Le porno peut encore aujourd’hui être porteur de changement, terrain de bataille pour la reconnaissance de toutes les sexualités, comme celle des trans qui dérange ou plus simplement, peut-être est-ce le meilleur terrain pour en finir avec la culture du viol. C’est en tout cas ce qui semble être au cœur du mouvement de PorYes, et de tout le travail de la réalisatrice Erika Lust qui suscite beaucoup d’enthousiasme et d’espoir. L’abolitionnisme semble être matériellement irréalisable, et paraît plus être un désaveu, là où l’érotisme peut satisfaire respectueusement les fantasmes des uns et des autres.

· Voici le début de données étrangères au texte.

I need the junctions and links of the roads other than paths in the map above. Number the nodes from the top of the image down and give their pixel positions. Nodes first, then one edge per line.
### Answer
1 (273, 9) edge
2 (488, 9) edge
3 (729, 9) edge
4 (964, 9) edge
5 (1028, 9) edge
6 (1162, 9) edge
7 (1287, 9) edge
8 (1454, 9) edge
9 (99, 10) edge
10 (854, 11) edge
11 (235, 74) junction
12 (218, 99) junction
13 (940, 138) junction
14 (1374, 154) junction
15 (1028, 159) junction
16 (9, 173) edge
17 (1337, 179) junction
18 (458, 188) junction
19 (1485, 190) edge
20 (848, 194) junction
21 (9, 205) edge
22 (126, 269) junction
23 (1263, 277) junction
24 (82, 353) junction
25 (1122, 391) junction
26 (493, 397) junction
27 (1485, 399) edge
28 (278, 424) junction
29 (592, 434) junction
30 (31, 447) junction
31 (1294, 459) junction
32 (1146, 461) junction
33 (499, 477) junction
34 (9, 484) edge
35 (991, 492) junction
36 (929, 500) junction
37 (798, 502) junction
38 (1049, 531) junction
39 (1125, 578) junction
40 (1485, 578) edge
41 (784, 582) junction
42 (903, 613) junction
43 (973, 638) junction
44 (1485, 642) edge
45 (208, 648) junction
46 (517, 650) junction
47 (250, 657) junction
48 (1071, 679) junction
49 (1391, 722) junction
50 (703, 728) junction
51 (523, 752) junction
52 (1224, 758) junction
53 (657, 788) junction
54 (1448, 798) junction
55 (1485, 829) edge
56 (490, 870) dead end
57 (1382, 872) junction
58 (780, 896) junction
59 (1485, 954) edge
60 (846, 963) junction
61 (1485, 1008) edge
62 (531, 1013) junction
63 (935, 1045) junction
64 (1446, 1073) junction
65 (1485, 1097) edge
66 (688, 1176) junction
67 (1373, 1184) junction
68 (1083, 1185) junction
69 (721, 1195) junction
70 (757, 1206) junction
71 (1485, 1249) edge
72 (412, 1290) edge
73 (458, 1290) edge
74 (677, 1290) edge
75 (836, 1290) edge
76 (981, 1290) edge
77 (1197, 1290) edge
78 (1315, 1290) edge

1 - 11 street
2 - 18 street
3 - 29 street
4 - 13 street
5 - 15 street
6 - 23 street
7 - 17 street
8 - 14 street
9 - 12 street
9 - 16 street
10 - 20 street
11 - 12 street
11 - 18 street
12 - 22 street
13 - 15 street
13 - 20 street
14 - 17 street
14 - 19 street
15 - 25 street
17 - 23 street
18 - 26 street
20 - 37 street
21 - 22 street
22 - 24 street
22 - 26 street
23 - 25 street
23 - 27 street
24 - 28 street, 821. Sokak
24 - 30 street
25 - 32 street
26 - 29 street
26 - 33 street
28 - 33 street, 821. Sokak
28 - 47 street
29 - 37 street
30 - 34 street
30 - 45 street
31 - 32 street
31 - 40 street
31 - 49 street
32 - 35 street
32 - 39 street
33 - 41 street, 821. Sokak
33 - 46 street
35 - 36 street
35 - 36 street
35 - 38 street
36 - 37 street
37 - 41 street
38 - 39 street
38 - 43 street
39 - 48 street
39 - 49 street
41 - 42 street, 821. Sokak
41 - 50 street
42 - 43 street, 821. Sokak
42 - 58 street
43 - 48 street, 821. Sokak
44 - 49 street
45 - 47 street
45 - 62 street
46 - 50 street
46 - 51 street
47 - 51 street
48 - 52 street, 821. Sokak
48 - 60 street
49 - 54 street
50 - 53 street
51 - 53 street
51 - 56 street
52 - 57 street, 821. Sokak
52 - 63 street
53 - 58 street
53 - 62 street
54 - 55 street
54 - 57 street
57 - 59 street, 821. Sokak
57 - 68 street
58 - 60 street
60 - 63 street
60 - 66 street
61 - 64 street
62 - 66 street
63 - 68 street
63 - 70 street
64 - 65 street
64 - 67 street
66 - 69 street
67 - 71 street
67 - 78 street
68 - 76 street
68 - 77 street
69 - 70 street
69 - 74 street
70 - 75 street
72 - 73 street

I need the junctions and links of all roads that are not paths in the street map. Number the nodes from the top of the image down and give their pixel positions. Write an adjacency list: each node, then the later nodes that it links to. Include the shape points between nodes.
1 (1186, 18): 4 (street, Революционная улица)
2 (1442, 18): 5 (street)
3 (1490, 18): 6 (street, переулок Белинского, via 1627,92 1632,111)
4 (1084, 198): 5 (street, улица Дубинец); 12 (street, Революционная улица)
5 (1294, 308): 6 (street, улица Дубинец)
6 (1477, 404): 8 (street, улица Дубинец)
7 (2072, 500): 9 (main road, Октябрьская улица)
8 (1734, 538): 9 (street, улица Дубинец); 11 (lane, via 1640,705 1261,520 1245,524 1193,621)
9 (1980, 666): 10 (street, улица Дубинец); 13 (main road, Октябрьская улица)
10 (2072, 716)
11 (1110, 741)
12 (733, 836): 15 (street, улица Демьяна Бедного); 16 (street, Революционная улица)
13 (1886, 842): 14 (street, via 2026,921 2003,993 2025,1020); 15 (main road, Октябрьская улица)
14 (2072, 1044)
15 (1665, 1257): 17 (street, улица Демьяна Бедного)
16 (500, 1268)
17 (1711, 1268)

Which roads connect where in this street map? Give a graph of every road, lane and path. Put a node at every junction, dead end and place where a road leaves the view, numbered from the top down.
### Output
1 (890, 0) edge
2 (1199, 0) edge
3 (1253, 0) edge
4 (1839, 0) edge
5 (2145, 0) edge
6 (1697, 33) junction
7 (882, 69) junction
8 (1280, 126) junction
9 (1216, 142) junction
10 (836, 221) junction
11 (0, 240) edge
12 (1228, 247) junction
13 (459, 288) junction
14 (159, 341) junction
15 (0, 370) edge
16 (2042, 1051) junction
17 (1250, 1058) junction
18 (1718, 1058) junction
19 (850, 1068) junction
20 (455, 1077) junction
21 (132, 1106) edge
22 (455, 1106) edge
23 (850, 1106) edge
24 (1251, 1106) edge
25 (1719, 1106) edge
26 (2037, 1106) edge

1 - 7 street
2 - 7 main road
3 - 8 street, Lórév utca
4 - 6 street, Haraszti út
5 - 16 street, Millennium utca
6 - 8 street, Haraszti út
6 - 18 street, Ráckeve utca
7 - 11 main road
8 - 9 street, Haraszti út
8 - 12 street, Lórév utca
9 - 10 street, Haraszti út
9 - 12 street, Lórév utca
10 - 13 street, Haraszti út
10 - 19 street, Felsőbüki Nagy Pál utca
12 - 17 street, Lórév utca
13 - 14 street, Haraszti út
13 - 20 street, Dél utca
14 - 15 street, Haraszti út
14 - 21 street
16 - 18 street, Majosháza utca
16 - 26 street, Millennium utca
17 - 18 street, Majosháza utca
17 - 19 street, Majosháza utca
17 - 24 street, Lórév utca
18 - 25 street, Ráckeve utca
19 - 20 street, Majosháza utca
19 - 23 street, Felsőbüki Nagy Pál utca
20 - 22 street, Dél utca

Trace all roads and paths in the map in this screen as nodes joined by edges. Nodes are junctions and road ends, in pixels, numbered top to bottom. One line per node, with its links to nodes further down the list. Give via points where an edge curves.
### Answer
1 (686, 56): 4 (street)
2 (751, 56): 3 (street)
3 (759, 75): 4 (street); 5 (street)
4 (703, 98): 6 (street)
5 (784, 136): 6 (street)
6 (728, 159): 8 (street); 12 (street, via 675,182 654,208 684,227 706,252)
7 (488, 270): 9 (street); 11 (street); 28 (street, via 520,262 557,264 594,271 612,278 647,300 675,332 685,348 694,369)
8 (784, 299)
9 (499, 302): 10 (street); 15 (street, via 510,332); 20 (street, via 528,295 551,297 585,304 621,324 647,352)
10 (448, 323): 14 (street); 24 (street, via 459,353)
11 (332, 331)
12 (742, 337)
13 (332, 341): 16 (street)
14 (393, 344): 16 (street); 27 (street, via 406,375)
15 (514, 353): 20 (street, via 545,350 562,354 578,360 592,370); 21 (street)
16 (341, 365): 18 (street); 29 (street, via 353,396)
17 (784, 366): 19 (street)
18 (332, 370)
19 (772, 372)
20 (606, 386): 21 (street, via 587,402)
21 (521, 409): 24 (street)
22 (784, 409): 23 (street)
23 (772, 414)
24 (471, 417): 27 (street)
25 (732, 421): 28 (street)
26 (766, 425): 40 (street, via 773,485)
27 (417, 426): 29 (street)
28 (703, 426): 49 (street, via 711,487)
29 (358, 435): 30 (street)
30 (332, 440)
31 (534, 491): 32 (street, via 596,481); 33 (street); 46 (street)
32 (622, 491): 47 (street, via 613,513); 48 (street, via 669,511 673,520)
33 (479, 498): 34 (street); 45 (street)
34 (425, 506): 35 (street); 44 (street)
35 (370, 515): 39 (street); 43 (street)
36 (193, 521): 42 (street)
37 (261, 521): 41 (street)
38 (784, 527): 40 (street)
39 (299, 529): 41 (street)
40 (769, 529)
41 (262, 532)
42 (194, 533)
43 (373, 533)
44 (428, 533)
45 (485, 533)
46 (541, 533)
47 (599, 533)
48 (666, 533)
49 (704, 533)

Alors, comment comprendre et mieux accepter le porno ? Reconnaître son utilité et protéger certaines productions ? Qu’est-ce qu’en parler ainsi peut apporter ? Peut-être déjà de dé-culpabiliser nombre de personnes, surtout les femmes qui en regardent. Et puis aussi de lui assigner éventuellement de regarder ces images différemment, avec recul, et de se demander ce qui nous excite vraiment. Parce qu’il renvoyait à l’intime, au privé, reconnaître l’importance du porno a longtemps été impossible. Mais alors que le désir est une marchandise de plus en plus commune, il est temps d’analyser nos désirs et de consommer différemment. Nous aurions tous à y gagner. Enfin, surtout les hommes qui apprendraient peut-être plus rapidement l’existence du clitoris et du plaisir féminin.